After the demolishing of Baruch on Friday, Springfield went on to face a familiar foe in Williams College on Saturday. The two teams had met previously this season at the Volleyball Hall of Fame Invitational in Northampton, Mass., a match that the Pride won three sets to two.

The set tally would remain the same as it did in October, but unfortunately, the Pride were on the losing end this time around.

In front of a crowd of just over 300 in Williamstown, Mass., the Pride took the second and third sets 25-20 and 25-18, while Williams took the first and fourth 25-21, 25-20, then sealed it with a 15-11 victory in the sudden-death fifth set.
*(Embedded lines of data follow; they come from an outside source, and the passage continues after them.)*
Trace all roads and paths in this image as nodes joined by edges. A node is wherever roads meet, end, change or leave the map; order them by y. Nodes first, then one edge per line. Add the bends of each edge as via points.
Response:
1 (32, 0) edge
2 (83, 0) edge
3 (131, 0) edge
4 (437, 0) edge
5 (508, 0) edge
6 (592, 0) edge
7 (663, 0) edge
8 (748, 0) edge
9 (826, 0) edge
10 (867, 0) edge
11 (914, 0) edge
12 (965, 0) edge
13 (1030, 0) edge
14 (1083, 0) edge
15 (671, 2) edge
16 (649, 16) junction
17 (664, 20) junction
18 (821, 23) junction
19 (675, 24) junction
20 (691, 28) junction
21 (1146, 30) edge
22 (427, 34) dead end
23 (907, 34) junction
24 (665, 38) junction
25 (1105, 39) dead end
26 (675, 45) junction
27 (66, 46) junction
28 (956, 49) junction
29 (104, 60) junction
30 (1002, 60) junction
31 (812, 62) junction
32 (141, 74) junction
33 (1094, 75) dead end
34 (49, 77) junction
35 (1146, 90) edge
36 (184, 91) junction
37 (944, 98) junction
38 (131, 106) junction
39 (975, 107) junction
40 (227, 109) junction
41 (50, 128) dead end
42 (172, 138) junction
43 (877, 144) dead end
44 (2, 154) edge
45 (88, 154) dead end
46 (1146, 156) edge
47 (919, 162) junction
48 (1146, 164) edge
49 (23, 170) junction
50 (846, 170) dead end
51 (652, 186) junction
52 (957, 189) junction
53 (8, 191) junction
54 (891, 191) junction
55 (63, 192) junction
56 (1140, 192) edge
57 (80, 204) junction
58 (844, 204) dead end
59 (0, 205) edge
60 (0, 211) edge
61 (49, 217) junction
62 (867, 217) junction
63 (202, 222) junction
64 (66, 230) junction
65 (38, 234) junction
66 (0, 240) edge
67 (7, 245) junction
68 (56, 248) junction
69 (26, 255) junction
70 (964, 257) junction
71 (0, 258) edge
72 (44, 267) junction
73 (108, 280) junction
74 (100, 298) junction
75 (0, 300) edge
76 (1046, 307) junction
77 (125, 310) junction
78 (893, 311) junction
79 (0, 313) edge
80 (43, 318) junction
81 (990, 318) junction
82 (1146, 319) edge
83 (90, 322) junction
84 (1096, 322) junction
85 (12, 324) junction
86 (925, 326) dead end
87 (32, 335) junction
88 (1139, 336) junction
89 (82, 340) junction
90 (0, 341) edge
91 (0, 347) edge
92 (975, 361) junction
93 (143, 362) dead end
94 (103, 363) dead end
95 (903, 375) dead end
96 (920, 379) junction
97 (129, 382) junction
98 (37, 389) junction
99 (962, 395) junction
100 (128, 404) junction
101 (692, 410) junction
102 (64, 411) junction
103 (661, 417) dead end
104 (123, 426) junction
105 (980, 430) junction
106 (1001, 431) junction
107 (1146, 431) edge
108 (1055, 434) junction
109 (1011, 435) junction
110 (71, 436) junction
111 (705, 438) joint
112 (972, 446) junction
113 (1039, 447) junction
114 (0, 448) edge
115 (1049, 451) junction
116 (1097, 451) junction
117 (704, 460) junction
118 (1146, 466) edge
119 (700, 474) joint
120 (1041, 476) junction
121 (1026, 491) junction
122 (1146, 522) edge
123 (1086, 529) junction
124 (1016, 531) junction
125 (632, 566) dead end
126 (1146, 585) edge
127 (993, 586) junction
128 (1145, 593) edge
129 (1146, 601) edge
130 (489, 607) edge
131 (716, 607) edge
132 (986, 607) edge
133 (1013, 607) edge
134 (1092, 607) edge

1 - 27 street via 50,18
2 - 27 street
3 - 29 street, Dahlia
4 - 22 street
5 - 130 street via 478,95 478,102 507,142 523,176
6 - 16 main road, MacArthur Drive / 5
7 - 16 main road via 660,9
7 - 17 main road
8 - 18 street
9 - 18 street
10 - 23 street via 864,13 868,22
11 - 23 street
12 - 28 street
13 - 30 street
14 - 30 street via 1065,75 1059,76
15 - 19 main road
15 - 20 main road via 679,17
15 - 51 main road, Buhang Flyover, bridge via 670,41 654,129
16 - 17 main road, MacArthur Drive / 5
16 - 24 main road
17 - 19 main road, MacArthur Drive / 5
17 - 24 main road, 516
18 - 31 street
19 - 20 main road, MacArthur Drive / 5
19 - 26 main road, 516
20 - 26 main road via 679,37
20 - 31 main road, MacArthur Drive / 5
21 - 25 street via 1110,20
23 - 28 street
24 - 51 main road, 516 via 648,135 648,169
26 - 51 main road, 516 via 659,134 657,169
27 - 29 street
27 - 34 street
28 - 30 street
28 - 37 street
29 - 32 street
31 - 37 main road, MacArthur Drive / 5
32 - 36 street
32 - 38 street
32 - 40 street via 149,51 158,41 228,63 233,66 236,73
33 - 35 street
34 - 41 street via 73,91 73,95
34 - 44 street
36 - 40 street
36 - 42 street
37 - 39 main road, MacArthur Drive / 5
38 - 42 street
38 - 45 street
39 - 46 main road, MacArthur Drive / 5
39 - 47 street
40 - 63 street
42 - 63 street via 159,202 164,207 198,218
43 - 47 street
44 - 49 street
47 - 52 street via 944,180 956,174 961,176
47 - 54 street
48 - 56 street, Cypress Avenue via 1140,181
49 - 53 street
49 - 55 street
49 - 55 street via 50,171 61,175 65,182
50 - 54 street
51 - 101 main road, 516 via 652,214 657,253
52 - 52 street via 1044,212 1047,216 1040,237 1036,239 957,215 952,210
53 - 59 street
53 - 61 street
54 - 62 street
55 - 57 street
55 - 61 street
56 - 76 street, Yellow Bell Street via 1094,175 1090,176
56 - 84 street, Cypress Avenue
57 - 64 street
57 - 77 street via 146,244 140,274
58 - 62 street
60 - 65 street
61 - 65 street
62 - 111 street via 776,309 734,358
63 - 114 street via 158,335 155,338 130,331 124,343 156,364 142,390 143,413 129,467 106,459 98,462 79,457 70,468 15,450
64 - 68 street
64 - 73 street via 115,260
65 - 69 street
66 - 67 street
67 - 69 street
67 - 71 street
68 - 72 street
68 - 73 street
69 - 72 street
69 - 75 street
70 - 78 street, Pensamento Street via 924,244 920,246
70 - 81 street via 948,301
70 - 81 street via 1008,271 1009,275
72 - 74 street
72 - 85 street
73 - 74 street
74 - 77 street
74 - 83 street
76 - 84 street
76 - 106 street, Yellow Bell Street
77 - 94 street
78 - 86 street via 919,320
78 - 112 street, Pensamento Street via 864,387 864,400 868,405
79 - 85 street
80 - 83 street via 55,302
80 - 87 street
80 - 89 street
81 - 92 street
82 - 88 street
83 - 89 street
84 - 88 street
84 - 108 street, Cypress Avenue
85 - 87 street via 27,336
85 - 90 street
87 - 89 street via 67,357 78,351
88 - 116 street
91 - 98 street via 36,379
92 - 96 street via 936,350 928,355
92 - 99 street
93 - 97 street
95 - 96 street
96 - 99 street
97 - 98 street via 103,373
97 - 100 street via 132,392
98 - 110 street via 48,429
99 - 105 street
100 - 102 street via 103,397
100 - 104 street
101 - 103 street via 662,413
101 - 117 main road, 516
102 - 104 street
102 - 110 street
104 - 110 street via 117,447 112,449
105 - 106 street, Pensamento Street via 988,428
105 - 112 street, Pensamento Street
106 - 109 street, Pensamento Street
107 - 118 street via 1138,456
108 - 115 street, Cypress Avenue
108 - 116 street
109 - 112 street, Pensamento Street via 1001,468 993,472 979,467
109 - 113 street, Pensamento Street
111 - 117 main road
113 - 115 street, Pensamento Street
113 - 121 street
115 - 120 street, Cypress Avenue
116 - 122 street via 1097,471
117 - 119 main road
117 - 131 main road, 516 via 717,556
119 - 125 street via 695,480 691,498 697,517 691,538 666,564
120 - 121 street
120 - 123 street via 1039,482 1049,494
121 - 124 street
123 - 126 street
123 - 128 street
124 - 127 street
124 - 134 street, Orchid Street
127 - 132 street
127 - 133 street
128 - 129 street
The match was defined by more team play, as individual attacking percentages were kept relatively low, especially compared to Friday’s game for Springfield. Unfortunately, the team play was not what it needed to be for the Pride, as Springfield had 158 total attacks, resulting in only 58 kills while committing 16 errors.

Daniella Crismani (Photo courtesy Springfield College Athletics)
Daniella Crismani (Photo courtesy Springfield College Athletics)

“We all knew Williams was going to be a handful,” said coach Moira Long. “They, too, have a lot of weapons on their team. We match up well, and having gone five with them the last time we played we expected more of the same type of battle. I think we did not execute on points we needed to and that was the difference in the match.”

Springfield still had a decorated group of athletes as McGayhey, Lauren Holt and Whitney Miller were All-America Honorable Mentions, while Smolinski made the second team. They finished the year 26-6 overall, and 9-1 in the NEWMAC.

Despite the letdown, the team has already begun to look toward next season.

“I think in order to get further next year, it, again, is a step-by-step process, just as it was this year. It starts today, evaluating where we go from here,” said Long.

The Pride had a relatively young team this season, with only three seniors on the roster. They received major contributions from several freshmen and sophomores, so the returners will have plenty of playing experience. These returning players are already taking the initiative to step up their individual game in order to supplement their overall team play.

“I hope to improve my connection with the setters and strengthen my defense,” said Holt.

While this season ended with a disappointing loss, the season itself was not a disappointment. Springfield’s NCAA Tournament appearance was the fourth one in four years and third straight for the Pride under Long. They will look to extend this tournament streak to five come next season.